I do not think he lectured. I first knew it when I came to Copenhagen.

Kuhn:

There was no discussion that you remember at Manchester?

Bohr:

No, no. It was not published, you see. It was published in the, late part of '12. There was nothing out. We must look it up, but you see Nicholson was very curious. It was all to find numerical relations, and there was absolutely nothing in it. Have you read something of Nicholson?

Kuhn:

Yes. I've read those papers.

Bohr:

And it's just that it fits so wonderfully; but that just depends on how clever one is. There is absolutely no point in it. But that we couldn't know.

Kuhn:

In your own papers initially you're relatively sympathetic to this idea of Nicholson's.

Bohr:

No, I wasn't. But I felt that maybe one could not say that it was untrue, even if it couldn't be used. I felt that it might be due to something else. [Voice fades as Bohr looks at paper].

Kuhn:

This is the question of the stability of ring atoms to displacements perpendicular to the plane of the ring.

Bohr:

Oh, yes, that is true, but that is in [Bohr's] next paper. And that was a very curious thing. I just said that — I must read this myself — but the idea was just that I felt that it might be connected with something which really was a proper fit. —- And this is the second paper. Yes. The main thing in the second paper really is what is done about the radioactivity. That paper was out in the autumn of '13 when the Birmingham meeting met.

Kuhn:

It was Hevesy's report to Soddy about this section of the paper that led him to withdraw?

Bohr:

Yes. That was very odd — the whole talk. Jeans gave a whole account of my theory. The Birmingham meeting is interesting because it was the first time any interest was shown in these things. And that Jeans. came to Copenhagen. And I'll tell you something else, although I think all of it is written in the Rutherford Lecture. What actually happened was that Larmor who had a very fine style, and so on, stood up suddenly and said that he would like to call the attention of the audience to the fact that Lord Rayleigh was present and that he did not think it fit for the British Association for the Advancement of Science to have a discussion about radiation with Lord Rayleigh present unless Lord Rayleigh took part in the discussion. Then Lord Rayleigh stood up and said, "When I was young I took various views very strongly, and one of those I took most strongly was that a man of more than sixty should not give his views about modern topics." He was seventy-five. And then he said, "Now I must confess that I do not take this view quite so strongly, but I do take it strongly enough not to take part in this discussion." And he sat down. We have written that. You see, '13 was a very curious time. My papers came out early, then Moseley's papers came out in the autumn of '13. But in '13 also some other things happened, namely the discovery of the Stark effect.

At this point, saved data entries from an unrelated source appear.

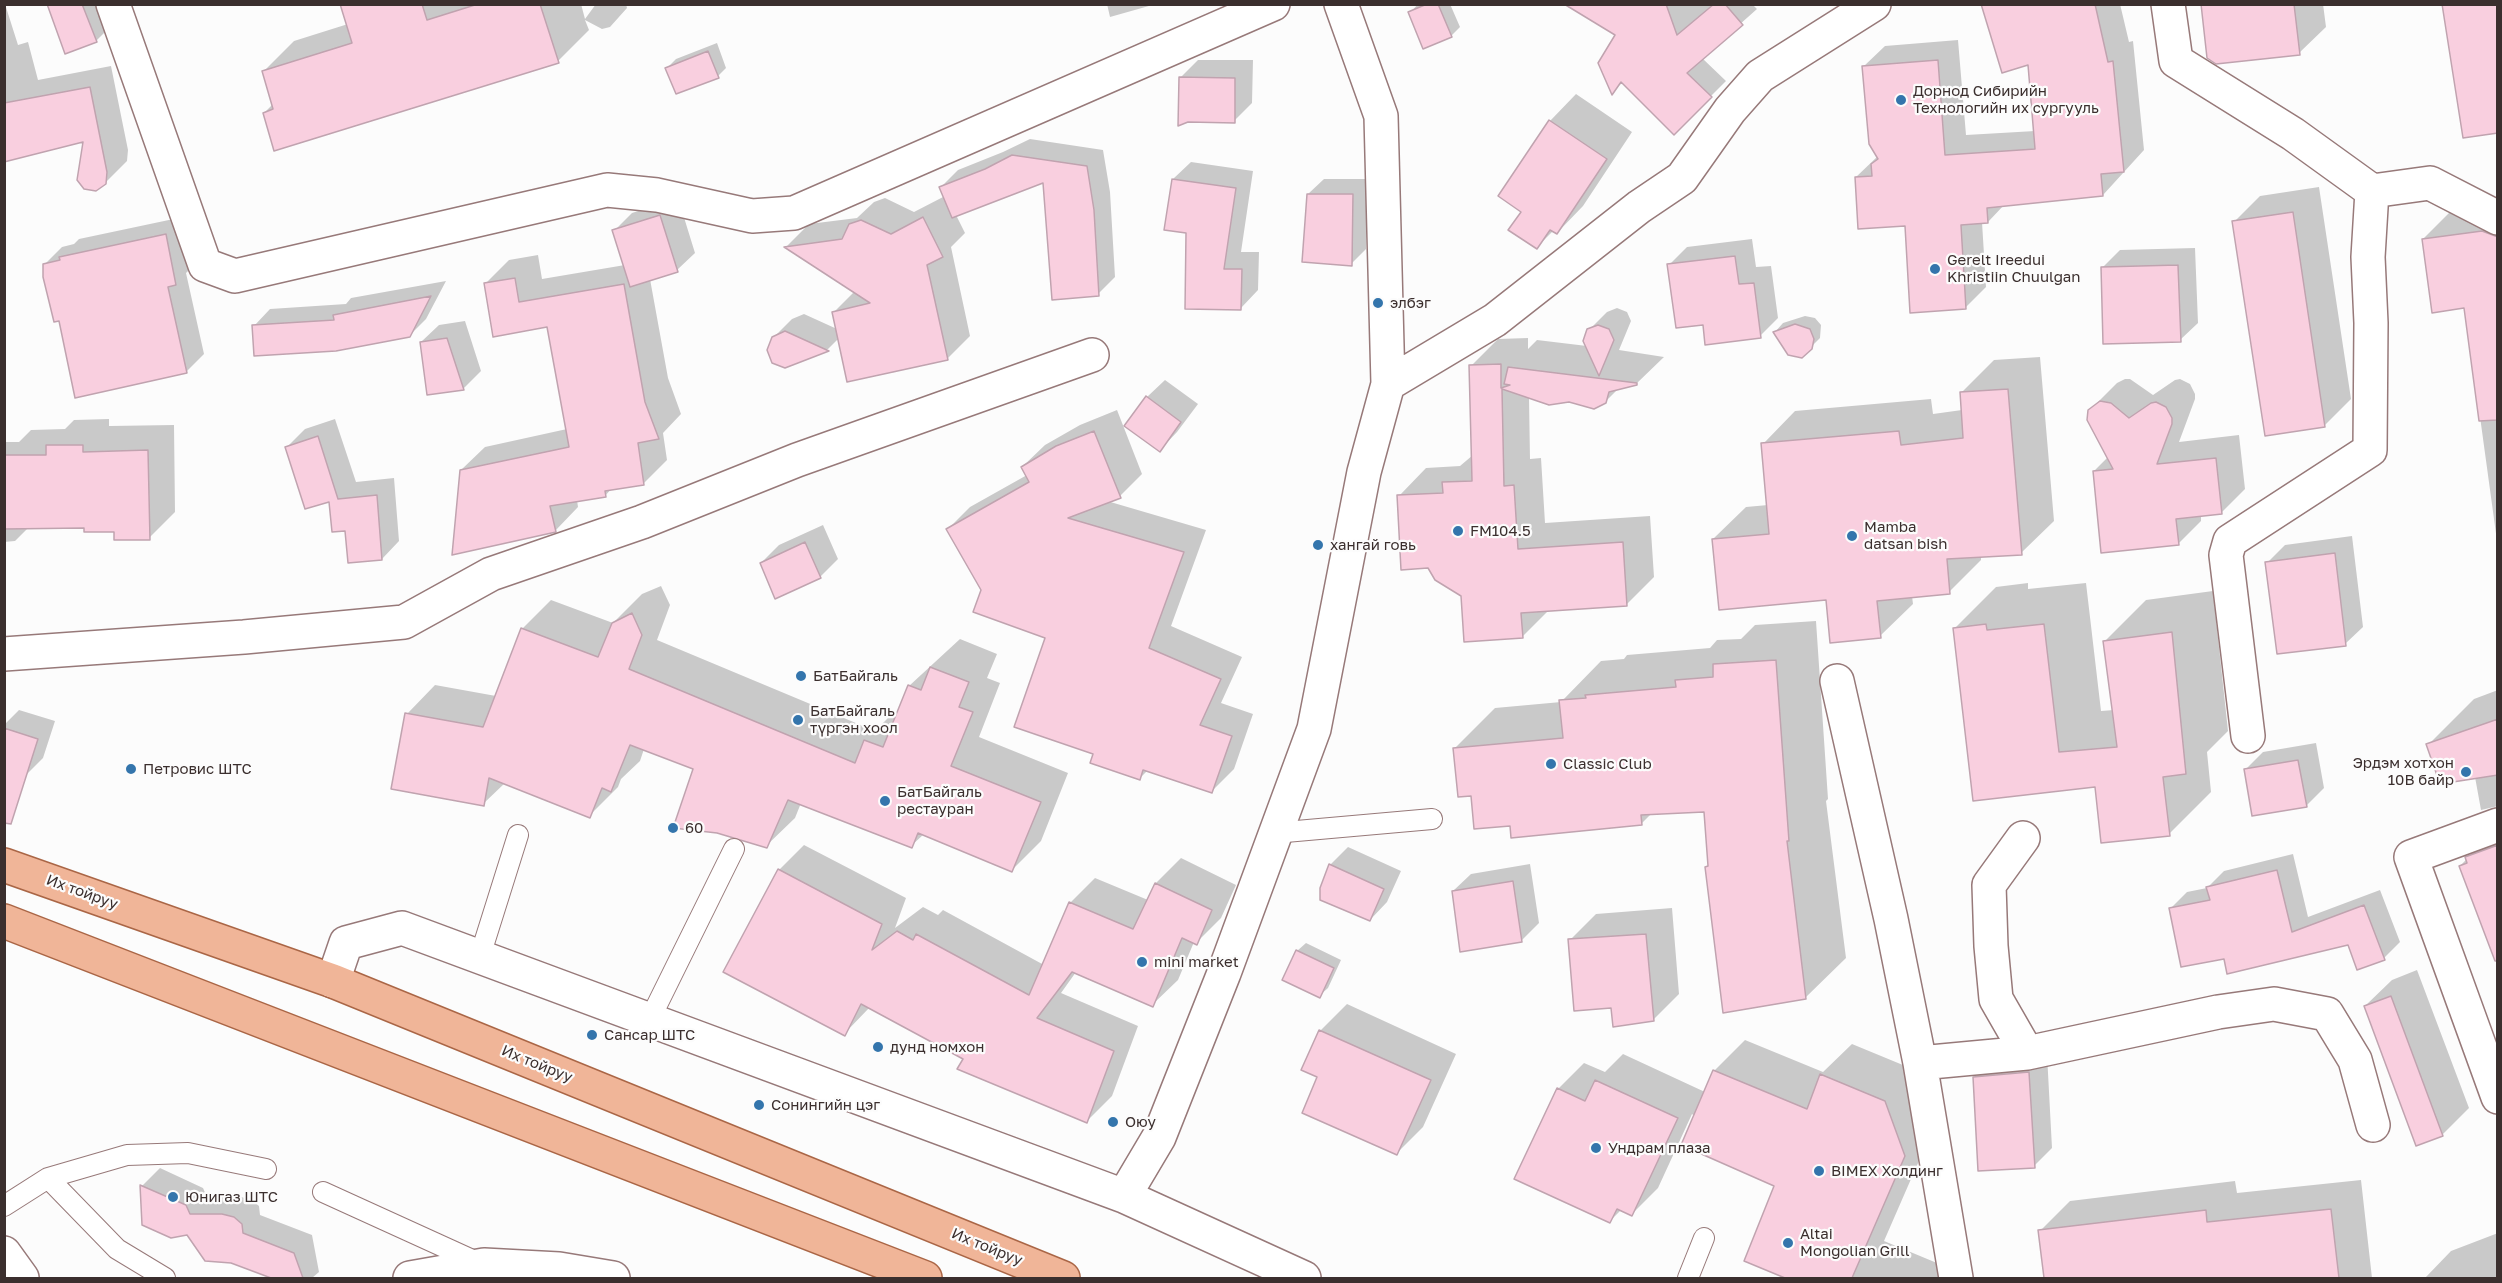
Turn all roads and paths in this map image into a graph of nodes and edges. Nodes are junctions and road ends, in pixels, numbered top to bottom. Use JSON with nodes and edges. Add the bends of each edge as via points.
{"nodes":[{"id":1,"x":113,"y":4,"type":"edge"},
{"id":2,"x":1274,"y":4,"type":"edge"},
{"id":3,"x":1341,"y":4,"type":"edge"},
{"id":4,"x":1875,"y":4,"type":"edge"},
{"id":5,"x":2168,"y":4,"type":"edge"},
{"id":6,"x":2372,"y":191,"type":"junction"},
{"id":7,"x":2498,"y":218,"type":"edge"},
{"id":8,"x":1092,"y":356,"type":"dead end"},
{"id":9,"x":1388,"y":384,"type":"junction"},
{"id":10,"x":4,"y":654,"type":"edge"},
{"id":11,"x":1837,"y":681,"type":"dead end"},
{"id":12,"x":2248,"y":736,"type":"dead end"},
{"id":13,"x":1432,"y":819,"type":"dead end"},
{"id":14,"x":2498,"y":825,"type":"edge"},
{"id":15,"x":1274,"y":833,"type":"junction"},
{"id":16,"x":518,"y":835,"type":"dead end"},
{"id":17,"x":2023,"y":838,"type":"dead end"},
{"id":18,"x":734,"y":849,"type":"dead end"},
{"id":19,"x":4,"y":865,"type":"edge"},
{"id":20,"x":13,"y":931,"type":"edge"},
{"id":21,"x":480,"y":956,"type":"junction"},
{"id":22,"x":333,"y":981,"type":"junction"},
{"id":23,"x":650,"y":1019,"type":"junction"},
{"id":24,"x":2027,"y":1053,"type":"junction"},
{"id":25,"x":1920,"y":1063,"type":"junction"},
{"id":26,"x":2495,"y":1082,"type":"edge"},
{"id":27,"x":2373,"y":1125,"type":"dead end"},
{"id":28,"x":266,"y":1170,"type":"dead end"},
{"id":29,"x":48,"y":1178,"type":"junction"},
{"id":30,"x":323,"y":1192,"type":"dead end"},
{"id":31,"x":1124,"y":1196,"type":"junction"},
{"id":32,"x":4,"y":1206,"type":"edge"},
{"id":33,"x":1704,"y":1238,"type":"dead end"},
{"id":34,"x":4,"y":1253,"type":"edge"},
{"id":35,"x":484,"y":1265,"type":"junction"},
{"id":36,"x":22,"y":1278,"type":"edge"},
{"id":37,"x":165,"y":1278,"type":"edge"},
{"id":38,"x":410,"y":1278,"type":"edge"},
{"id":39,"x":614,"y":1278,"type":"edge"},
{"id":40,"x":925,"y":1278,"type":"edge"},
{"id":41,"x":1063,"y":1278,"type":"edge"},
{"id":42,"x":1304,"y":1278,"type":"edge"},
{"id":43,"x":1688,"y":1278,"type":"edge"},
{"id":44,"x":1956,"y":1278,"type":"edge"}],
"edges":[{"from":1,"to":2,"type":"street","via":[[205,265],[235,276],[607,190],[657,195],[752,216],[794,213]]},
{"from":3,"to":9,"type":"street","via":[[1381,116]]},
{"from":4,"to":9,"type":"street","via":[[1760,76],[1730,110],[1682,178],[1495,320]]},
{"from":5,"to":6,"type":"street","via":[[2176,61],[2293,134]]},
{"from":6,"to":7,"type":"street","via":[[2430,183]]},
{"from":6,"to":12,"type":"street","via":[[2368,257],[2370,450],[2230,541],[2226,555]]},
{"from":8,"to":10,"type":"street","via":[[491,574],[404,622]]},
{"from":9,"to":15,"type":"street","via":[[1364,472],[1314,729]]},
{"from":11,"to":25,"type":"street"},
{"from":13,"to":15,"type":"lane"},
{"from":14,"to":26,"type":"street","via":[[2411,857]]},
{"from":15,"to":31,"type":"street","via":[[1224,974],[1159,1137]]},
{"from":16,"to":21,"type":"lane"},
{"from":17,"to":24,"type":"street","via":[[1989,885],[1996,999]]},
{"from":18,"to":23,"type":"lane"},
{"from":19,"to":22,"type":"main road","name":"Их тойруу"},
{"from":20,"to":40,"type":"main road"},
{"from":21,"to":22,"type":"street","via":[[402,927],[346,943]]},
{"from":21,"to":23,"type":"street"},
{"from":22,"to":41,"type":"main road","name":"Их тойруу"},
{"from":23,"to":31,"type":"street"},
{"from":24,"to":25,"type":"street"},
{"from":24,"to":27,"type":"street","via":[[2218,1012],[2274,1004],[2326,1014],[2355,1060]]},
{"from":25,"to":44,"type":"street"},
{"from":28,"to":29,"type":"lane","via":[[188,1153],[127,1155]]},
{"from":29,"to":32,"type":"lane"},
{"from":29,"to":37,"type":"lane","via":[[117,1249]]},
{"from":30,"to":35,"type":"lane"},
{"from":31,"to":42,"type":"street"},
{"from":33,"to":43,"type":"lane"},
{"from":34,"to":36,"type":"street"},
{"from":35,"to":38,"type":"street"},
{"from":35,"to":39,"type":"street","via":[[559,1269]]}]}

And that was a very dramatic thing, and we considered what you could do with it. [Bohr illustrates at the-blackboard.] ... The fact that the Stark effect was so strong in hydrogen proved that the ordinary views of the origin of spectra could not be used. And then I calculated on it and really very roughly, but I could explain the order magnitude and its change from line to line. You have not seen that paper?

Kuhn:

This is the 1914 paper? No, I have not read that.

Rosenfeld:

That's a (Goodby) lecture?

Bohr:

No, no. The (Goodby) lecture is much later, after Sommerfeld's work. Then we made it so beautiful. But, no, this paper was just to show that the theory was essential right. But there were, just all the time, very small improvements. It was also at that time that one tried to explain the Zeeman effect. And the Zeeman effect one gets out of Larmor's theorem. Larmor's theorem means that every line is split up into three. Therefore, we just found that it would work. But it has to be done better; it has to be done on the combination. And that Sommerfeld did, you see. That's really saying we have three states with different energies and so on.

Rosenfeld:

But still one could not get the anomalous Zeeman effect that way.

Bohr:

No, no, one certainly could not, you see, because that came only out the spin. That was the discovery of the spin. The spin is a very odd thing and we really, someday, have to go through it all.